** Materials provided **
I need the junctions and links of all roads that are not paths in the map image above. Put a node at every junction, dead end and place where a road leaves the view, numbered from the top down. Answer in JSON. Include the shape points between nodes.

...

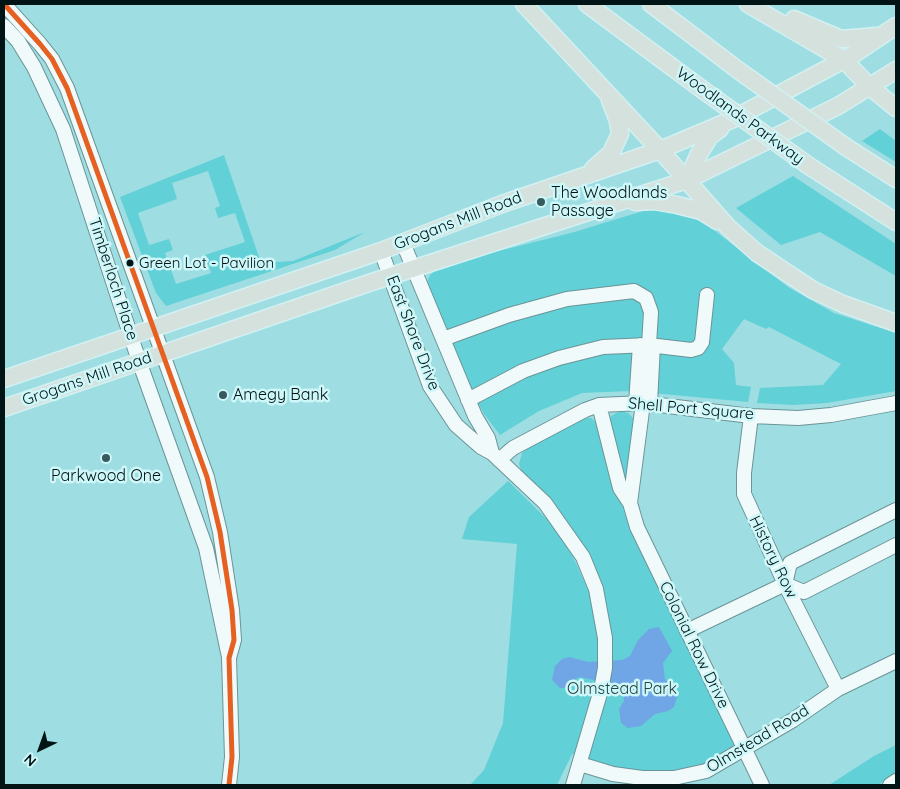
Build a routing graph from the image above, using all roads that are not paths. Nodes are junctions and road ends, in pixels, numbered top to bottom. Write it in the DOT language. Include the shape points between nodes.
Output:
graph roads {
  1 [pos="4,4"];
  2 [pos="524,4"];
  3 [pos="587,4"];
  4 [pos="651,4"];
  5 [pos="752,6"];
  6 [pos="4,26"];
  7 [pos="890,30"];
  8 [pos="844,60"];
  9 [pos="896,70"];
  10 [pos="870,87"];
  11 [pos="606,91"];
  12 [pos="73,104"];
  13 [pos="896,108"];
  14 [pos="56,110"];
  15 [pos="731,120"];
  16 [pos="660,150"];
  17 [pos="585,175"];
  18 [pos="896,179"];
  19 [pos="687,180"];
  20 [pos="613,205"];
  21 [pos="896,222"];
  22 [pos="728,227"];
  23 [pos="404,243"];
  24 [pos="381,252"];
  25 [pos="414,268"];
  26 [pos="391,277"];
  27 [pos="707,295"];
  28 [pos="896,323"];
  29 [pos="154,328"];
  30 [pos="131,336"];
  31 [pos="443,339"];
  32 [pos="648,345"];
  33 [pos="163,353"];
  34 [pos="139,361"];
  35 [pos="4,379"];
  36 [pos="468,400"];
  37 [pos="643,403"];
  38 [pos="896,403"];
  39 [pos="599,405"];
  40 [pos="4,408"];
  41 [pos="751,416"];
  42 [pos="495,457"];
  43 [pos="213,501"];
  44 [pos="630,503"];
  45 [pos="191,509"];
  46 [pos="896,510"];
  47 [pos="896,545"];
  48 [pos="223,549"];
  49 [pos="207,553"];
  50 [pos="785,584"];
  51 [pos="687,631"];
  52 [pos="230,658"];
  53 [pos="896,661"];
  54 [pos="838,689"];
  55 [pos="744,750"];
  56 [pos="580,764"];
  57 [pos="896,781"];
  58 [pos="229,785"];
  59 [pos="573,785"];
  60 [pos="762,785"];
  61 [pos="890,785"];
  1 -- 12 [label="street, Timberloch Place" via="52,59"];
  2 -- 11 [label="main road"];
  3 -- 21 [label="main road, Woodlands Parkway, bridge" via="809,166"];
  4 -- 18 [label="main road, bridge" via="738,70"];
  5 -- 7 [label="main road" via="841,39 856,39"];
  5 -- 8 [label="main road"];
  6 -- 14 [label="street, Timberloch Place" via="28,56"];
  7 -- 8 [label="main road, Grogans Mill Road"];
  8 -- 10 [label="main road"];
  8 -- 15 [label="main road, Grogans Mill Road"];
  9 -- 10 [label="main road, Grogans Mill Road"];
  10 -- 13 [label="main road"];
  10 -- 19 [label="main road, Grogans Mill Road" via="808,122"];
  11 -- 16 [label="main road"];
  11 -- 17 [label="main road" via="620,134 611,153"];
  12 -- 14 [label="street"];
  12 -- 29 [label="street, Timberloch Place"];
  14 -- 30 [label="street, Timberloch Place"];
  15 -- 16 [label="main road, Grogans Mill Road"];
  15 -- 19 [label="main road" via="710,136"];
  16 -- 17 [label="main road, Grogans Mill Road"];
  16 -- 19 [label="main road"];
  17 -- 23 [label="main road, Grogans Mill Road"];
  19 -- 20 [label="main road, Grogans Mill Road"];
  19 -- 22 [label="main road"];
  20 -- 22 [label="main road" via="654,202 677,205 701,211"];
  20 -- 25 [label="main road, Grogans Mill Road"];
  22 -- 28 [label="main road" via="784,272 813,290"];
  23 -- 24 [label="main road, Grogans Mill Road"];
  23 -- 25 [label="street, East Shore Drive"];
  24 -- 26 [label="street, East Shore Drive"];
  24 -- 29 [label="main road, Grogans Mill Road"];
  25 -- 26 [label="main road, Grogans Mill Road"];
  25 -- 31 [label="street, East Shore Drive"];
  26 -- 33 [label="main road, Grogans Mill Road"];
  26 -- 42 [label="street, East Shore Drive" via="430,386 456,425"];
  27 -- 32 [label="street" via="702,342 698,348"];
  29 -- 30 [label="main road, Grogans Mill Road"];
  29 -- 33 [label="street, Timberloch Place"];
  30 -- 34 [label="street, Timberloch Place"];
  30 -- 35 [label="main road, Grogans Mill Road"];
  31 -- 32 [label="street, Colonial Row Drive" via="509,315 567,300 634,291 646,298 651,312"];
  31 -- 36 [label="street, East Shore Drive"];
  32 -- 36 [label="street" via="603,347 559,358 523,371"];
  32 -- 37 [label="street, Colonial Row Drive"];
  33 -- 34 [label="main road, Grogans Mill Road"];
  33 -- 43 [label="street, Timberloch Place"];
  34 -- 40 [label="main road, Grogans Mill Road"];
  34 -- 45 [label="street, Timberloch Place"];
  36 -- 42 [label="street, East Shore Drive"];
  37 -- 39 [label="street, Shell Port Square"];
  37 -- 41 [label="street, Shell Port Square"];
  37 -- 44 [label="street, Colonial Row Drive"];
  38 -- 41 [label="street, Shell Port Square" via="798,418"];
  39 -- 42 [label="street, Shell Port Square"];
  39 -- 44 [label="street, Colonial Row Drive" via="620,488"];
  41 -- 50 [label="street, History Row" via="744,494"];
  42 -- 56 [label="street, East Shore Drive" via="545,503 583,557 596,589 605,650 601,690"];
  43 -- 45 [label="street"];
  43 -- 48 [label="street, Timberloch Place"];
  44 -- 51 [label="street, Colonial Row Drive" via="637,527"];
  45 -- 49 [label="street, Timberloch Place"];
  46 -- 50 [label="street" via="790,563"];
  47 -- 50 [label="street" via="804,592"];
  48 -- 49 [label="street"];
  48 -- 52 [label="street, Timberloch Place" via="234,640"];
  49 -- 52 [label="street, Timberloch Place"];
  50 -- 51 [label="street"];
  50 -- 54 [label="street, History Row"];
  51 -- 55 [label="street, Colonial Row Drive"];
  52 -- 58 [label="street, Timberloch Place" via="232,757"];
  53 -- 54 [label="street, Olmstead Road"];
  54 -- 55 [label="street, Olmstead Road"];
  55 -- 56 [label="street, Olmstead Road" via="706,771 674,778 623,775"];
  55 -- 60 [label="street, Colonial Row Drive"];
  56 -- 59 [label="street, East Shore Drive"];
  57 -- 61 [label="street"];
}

** Task description **
Which of the lines in the listing above include "between"? Report each of them.

** Solution to this exercise **
I need the junctions and links of all roads that are not paths in the map image above. Put a node at every junction, dead end and place where a road leaves the view, numbered from the top down. Answer in JSON. Include the shape points between nodes.
Build a routing graph from the image above, using all roads that are not paths. Nodes are junctions and road ends, in pixels, numbered top to bottom. Write it in the DOT language. Include the shape points between nodes.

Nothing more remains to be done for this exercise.